Condenando veementemente o que chamou de “atrocidades inimagináveis” cometidas pelo grupo armado Mayi-Mayi Cheka durante uma série de ataques recentes no leste da República Democrática do Congo (RDC), o chefe da missão da ONU no país pediu no sábado (26) que não haja impunidade para tais atos e que o grupo deponha imediatamente suas armas.
Somente em episódios recentes, o Mayi-Mayi Cheka é acusado pela missão da ONU de assassinar brutalmente 34 civis – incluindo 20 crianças.
“Essas atrocidades são inimagináveis e estão contradizendo os valores da humanidade. Isto deve ter consequências. Não pode haver impunidade para tais atos atrozes”, declarou Martin Kobler, chefe da ‘Missão de Estabilização das Nações Unidas na República Democrática do Congo’ (MONUSCO).
Em um comunicado de imprensa emitido no sábado, a missão condenou fortemente vários ataques ao longo das últimas semanas, perpetrados por elementos do Mayi-Mayi Cheka – em alguns casos em conjunto com combatentes do Raïa Mutomboki, em várias aldeias do território de Masisi, na província de Kivu do Norte.
“Peço ao Mayi-Mayi Cheka que abandone imediatamente as armas e pare de manipular diferentes grupos étnicos para seus interesses”, disse Kobler.
As investigações da missão da ONU têm ajudado a confirmar as execuções extrajudiciais em massa de civis, particularmente de crianças entre 6 meses e 17 anos de idade, “bem como outras violações graves dos direitos humanos que podem constituir crimes sob o direito internacional, incluindo crimes contra a humanidade, cometidos durante estes diferentes ataques”.

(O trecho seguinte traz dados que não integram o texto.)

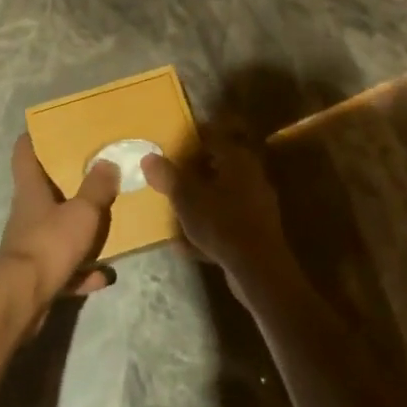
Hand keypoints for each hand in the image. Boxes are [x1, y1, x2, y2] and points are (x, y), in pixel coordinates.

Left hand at [0, 134, 119, 321]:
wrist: (23, 299)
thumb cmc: (49, 244)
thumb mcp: (81, 212)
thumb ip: (96, 188)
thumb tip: (107, 161)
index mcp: (31, 190)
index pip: (24, 153)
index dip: (33, 138)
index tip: (47, 128)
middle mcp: (27, 213)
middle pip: (42, 191)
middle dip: (65, 183)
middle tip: (92, 173)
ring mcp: (30, 245)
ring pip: (56, 230)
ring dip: (78, 231)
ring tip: (106, 226)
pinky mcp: (37, 275)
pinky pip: (64, 267)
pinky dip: (83, 270)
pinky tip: (105, 275)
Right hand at [141, 131, 296, 295]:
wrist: (258, 270)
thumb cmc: (221, 223)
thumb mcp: (186, 197)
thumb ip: (167, 175)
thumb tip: (148, 157)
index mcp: (237, 159)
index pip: (213, 135)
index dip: (192, 137)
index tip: (172, 141)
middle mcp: (250, 175)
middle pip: (218, 164)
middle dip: (193, 170)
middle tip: (170, 174)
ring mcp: (256, 204)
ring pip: (221, 193)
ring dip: (200, 198)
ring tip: (175, 207)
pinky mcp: (256, 230)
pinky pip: (226, 220)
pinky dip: (208, 225)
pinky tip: (186, 244)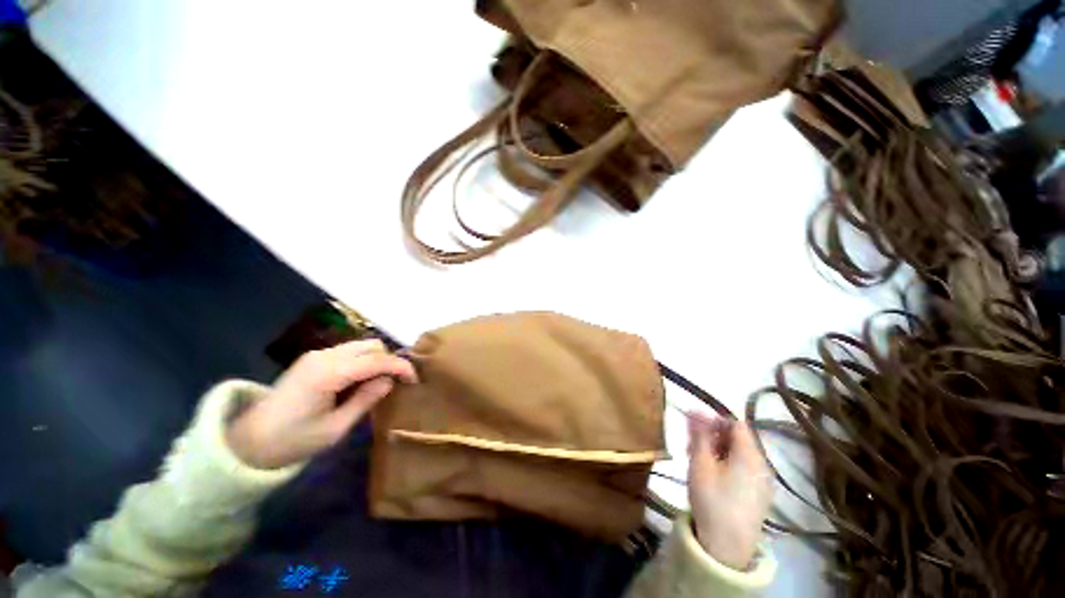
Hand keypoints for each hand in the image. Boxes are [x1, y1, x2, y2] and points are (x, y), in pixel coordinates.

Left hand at [227, 340, 417, 468]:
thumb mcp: (335, 428)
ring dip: (373, 361)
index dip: (398, 366)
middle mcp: (323, 356)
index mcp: (329, 372)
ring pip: (355, 347)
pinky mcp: (310, 362)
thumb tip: (388, 381)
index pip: (373, 360)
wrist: (258, 437)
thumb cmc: (297, 438)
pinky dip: (359, 363)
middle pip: (366, 344)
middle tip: (401, 385)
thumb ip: (363, 401)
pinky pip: (343, 354)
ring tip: (383, 387)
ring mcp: (315, 356)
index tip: (417, 380)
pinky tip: (361, 384)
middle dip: (387, 359)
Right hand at [687, 415, 772, 570]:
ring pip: (744, 458)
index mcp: (750, 451)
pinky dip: (733, 472)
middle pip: (741, 440)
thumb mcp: (700, 468)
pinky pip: (748, 474)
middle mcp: (763, 461)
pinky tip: (718, 489)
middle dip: (717, 441)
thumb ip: (698, 437)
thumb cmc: (712, 503)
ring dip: (724, 457)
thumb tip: (694, 410)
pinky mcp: (763, 498)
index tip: (692, 435)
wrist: (728, 546)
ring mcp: (765, 481)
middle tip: (691, 453)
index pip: (735, 423)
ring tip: (703, 472)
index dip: (714, 423)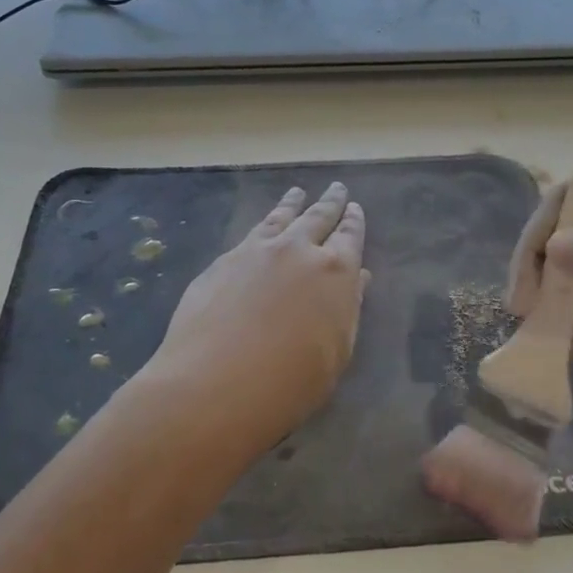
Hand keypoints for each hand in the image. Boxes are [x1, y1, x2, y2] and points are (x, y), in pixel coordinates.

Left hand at [145, 182, 368, 451]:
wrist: (215, 384)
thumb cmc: (290, 382)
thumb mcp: (336, 353)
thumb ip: (347, 310)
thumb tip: (357, 279)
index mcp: (336, 272)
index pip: (350, 237)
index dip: (354, 222)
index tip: (355, 209)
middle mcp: (298, 250)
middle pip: (317, 217)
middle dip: (329, 203)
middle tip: (336, 188)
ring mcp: (257, 251)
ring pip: (280, 218)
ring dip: (292, 204)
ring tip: (297, 192)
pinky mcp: (223, 261)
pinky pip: (252, 233)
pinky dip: (264, 223)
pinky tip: (263, 226)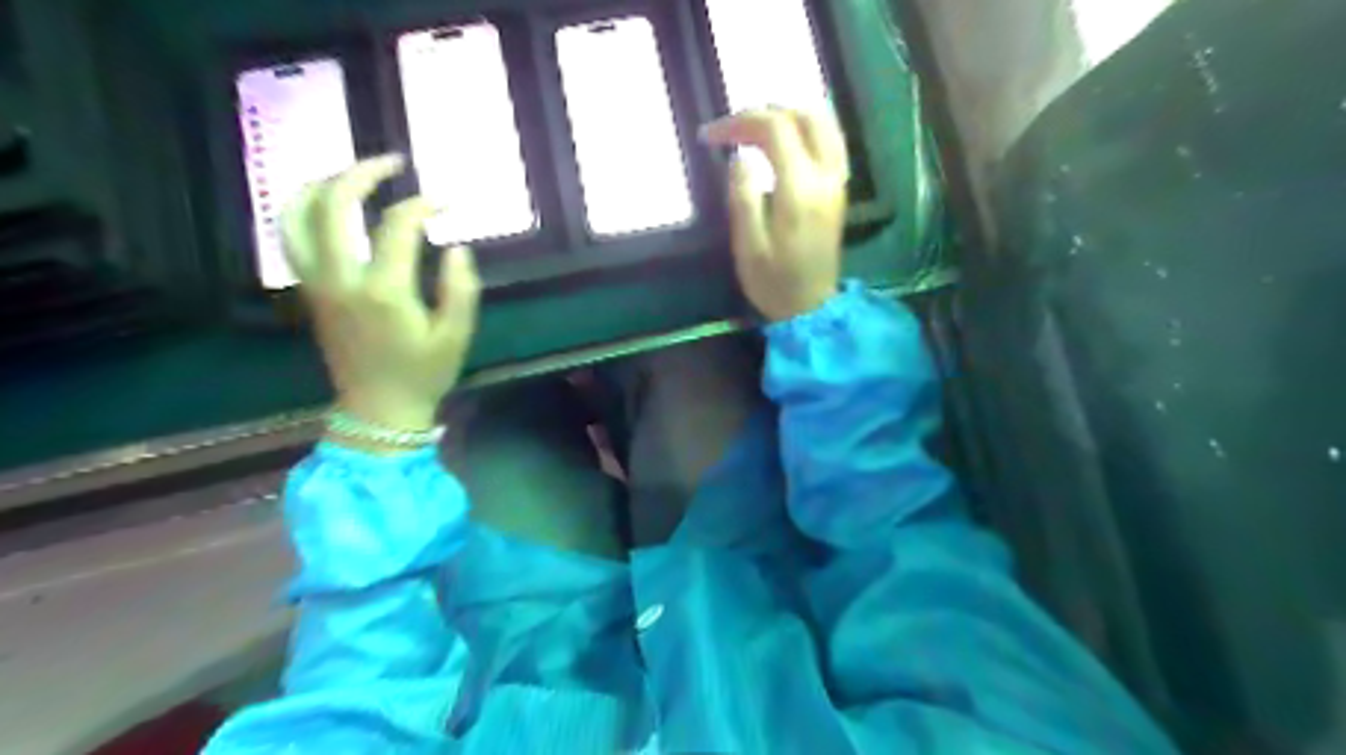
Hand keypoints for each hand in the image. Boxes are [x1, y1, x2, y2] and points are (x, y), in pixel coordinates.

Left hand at [282, 153, 483, 430]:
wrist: (378, 410)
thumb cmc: (423, 374)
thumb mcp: (457, 336)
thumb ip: (461, 288)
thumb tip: (455, 246)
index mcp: (384, 291)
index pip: (397, 225)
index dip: (423, 205)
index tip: (447, 202)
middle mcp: (342, 279)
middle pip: (333, 205)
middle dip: (361, 172)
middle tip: (392, 162)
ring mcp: (317, 284)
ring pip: (296, 216)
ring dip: (319, 184)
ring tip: (350, 174)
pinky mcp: (310, 292)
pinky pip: (293, 238)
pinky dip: (304, 210)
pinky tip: (329, 207)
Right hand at [699, 107, 844, 317]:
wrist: (812, 308)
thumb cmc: (774, 283)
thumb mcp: (748, 246)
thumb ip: (742, 197)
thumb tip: (739, 158)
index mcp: (799, 190)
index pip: (774, 129)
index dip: (740, 122)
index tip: (710, 136)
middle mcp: (826, 176)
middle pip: (804, 115)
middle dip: (764, 112)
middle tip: (733, 128)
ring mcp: (838, 181)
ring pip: (823, 122)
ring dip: (788, 115)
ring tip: (755, 129)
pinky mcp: (839, 189)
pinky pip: (830, 140)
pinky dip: (805, 129)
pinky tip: (783, 142)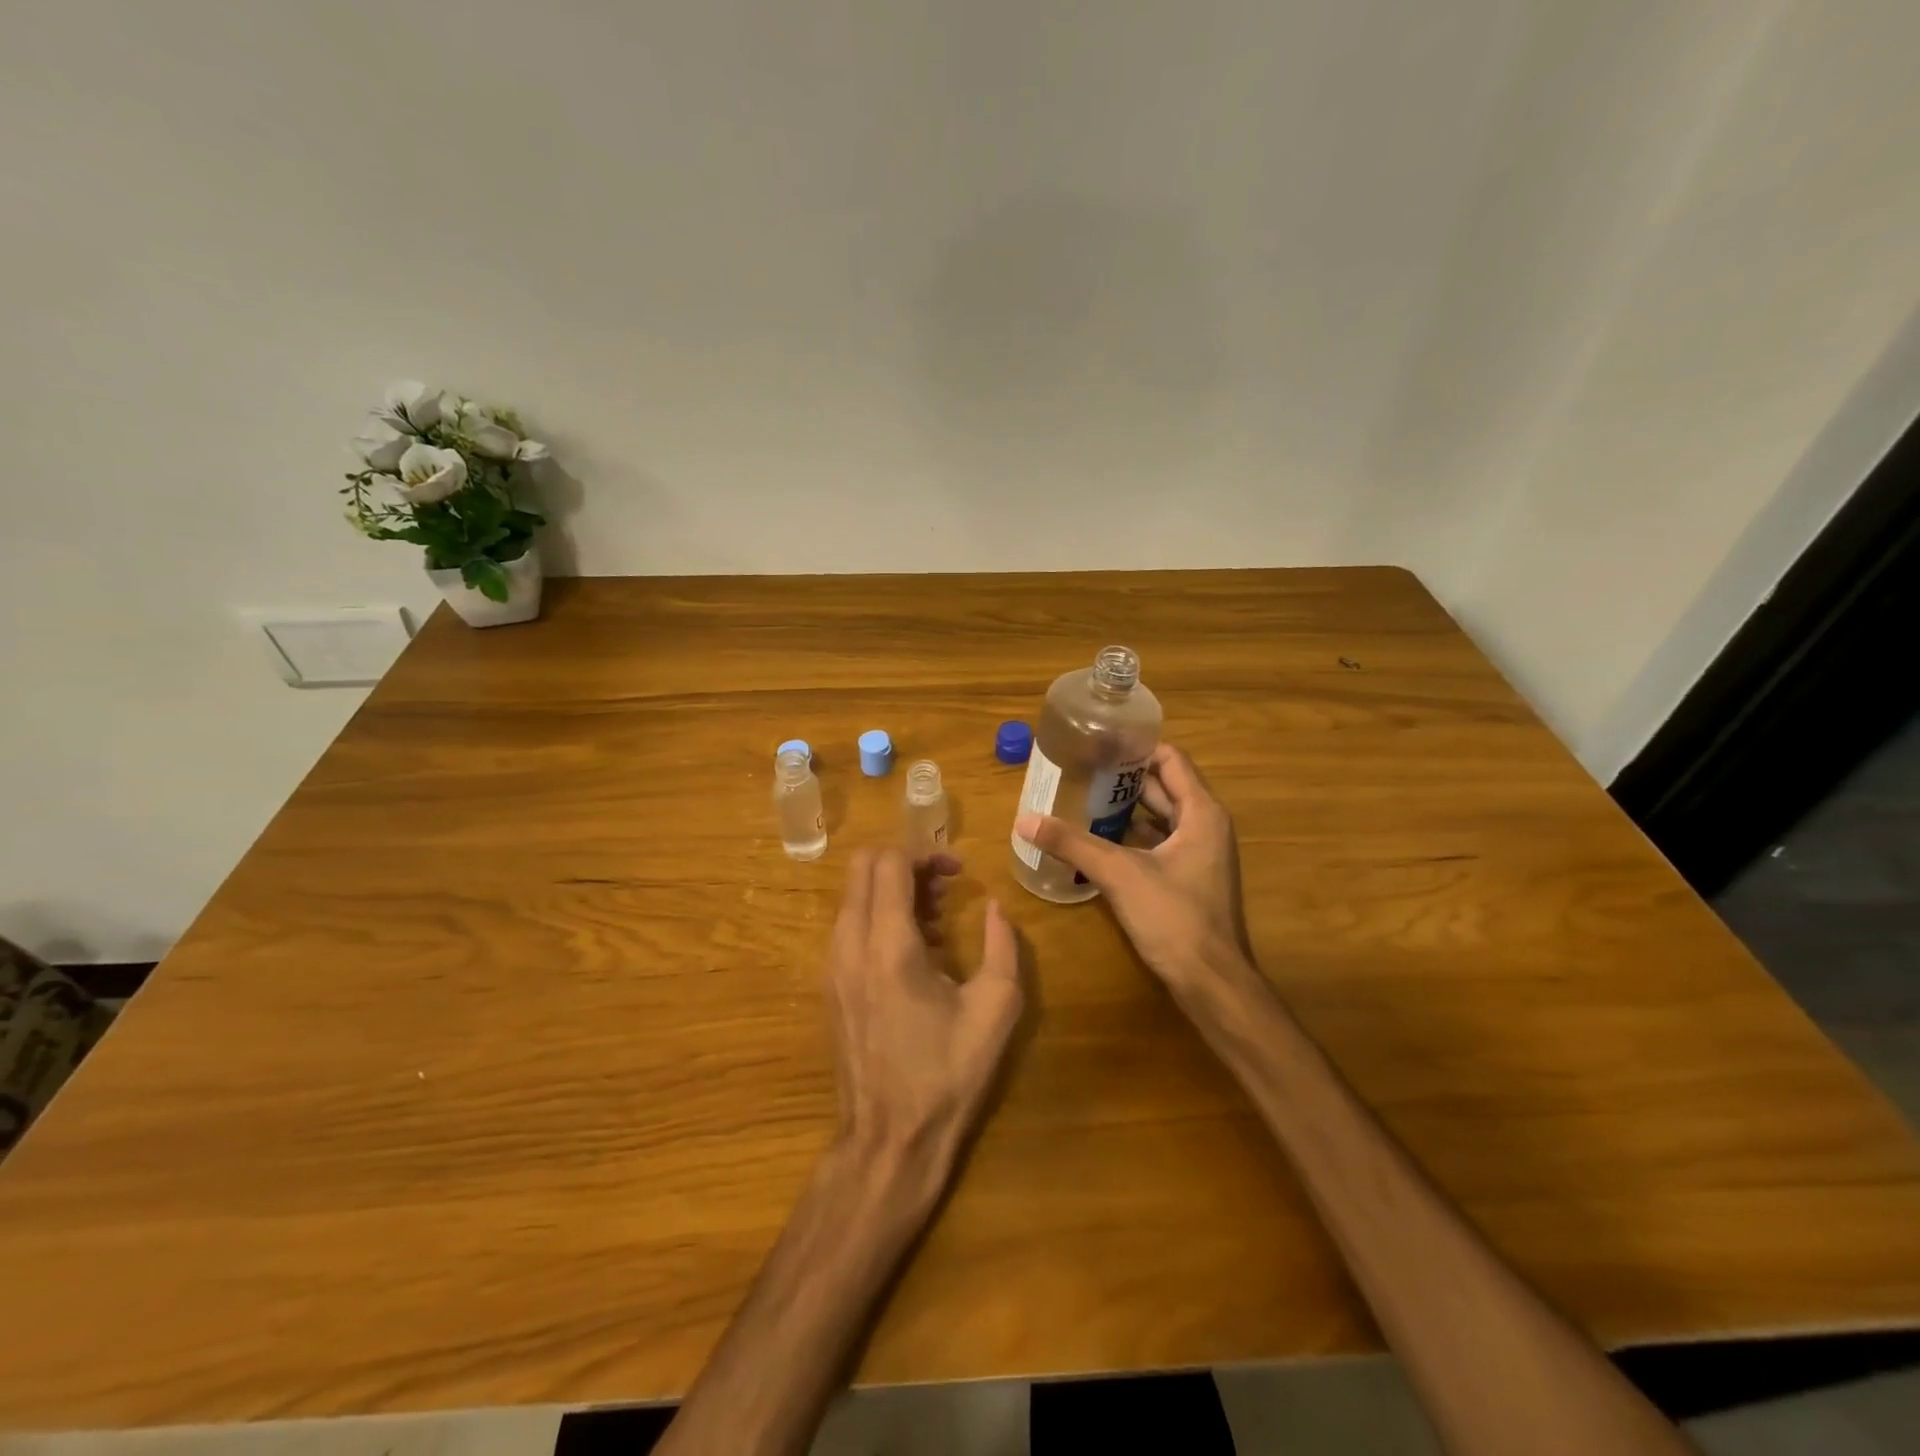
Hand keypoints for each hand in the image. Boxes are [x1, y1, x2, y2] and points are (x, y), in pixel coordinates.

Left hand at [825, 848, 1022, 1205]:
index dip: (926, 853)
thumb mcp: (995, 1010)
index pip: (889, 862)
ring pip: (853, 895)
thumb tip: (996, 908)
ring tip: (936, 921)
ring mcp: (831, 966)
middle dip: (905, 864)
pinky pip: (849, 926)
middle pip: (862, 867)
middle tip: (944, 889)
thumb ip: (1003, 947)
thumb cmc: (946, 1076)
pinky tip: (915, 952)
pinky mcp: (829, 985)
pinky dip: (878, 917)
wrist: (888, 1141)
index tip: (958, 872)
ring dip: (891, 891)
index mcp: (889, 946)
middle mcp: (849, 945)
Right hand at [1015, 743, 1250, 995]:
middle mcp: (1206, 826)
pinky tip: (1096, 840)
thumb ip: (1072, 844)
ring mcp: (1199, 855)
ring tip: (1080, 799)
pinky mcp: (1188, 879)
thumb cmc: (1175, 918)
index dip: (1136, 747)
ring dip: (1124, 808)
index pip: (1170, 760)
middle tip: (1078, 769)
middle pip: (1162, 787)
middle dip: (1122, 777)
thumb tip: (1024, 819)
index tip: (1098, 742)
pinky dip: (1130, 837)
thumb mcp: (1119, 874)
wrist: (1212, 984)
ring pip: (1158, 818)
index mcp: (1202, 813)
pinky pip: (1157, 844)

Em um exemplo, a MONUSCO observa que em 27 de setembro integrantes do Mayi-Mayi Cheka, em colaboração com combatentes do Raïa Mutomboki, atacaram a aldeia de Lwibo, matando pelo menos 16 pessoas, incluindo 14 crianças, e queimando e destruindo 185 casas.
Ban Ki-moon condena assassinato de membro da missão da ONU
No domingo (27), o secretário-geral da ONU condenou “veementemente” a morte de um membro da missão da ONU no país após um conflito com os rebeldes do M23. Ban Ki-moon prometeu que a ONU manterá seu compromisso de tomar “todas as medidas necessárias” para proteger civis no país.
Em um comunicado divulgado por seu porta-voz, em Nova York, o chefe da ONU condenou “nos termos mais fortes” o assassinato de um tanzaniano que ficou sob fogo cruzado no leste da RDC.
De acordo com o comunicado, os ataques ocorreram quando a MONUSCO apoiava uma ação das forças do governo congolês (FARDC) para proteger os civis no eixo Kiwanja-Rutshuru, 25 quilômetros ao norte da principal cidade da região leste, Goma.
“O secretário-geral oferece suas sinceras condolências e solidariedade à família da vítima, e ao Governo da República Unida da Tanzânia”, diz o comunicado.
Por meio da resolução 2.098 do Conselho de Segurança das Nações Unidas, que trata da proteção de civis no leste do país, a missão obteve a permissão de criar uma força especial destinado a realizar operações específicas para “neutralizar e desarmar” o grupo M23, bem como outros rebeldes armados congoleses e grupos estrangeiros.
A chamada “brigada de intervenção” – já em atividade – possui autorização para fazer uso da força contra os rebeldes, com ou sem as forças do governo.
O incidente deste domingo vem após o aumento da tensão na região nos últimos dias. Na sexta-feira (25), o porta-voz da ONU Martin Nesirky disse a jornalistas em Nova York que a MONUSCO estava em “estado de alerta” após confrontos entre forças do governo e os combatentes armados do M23.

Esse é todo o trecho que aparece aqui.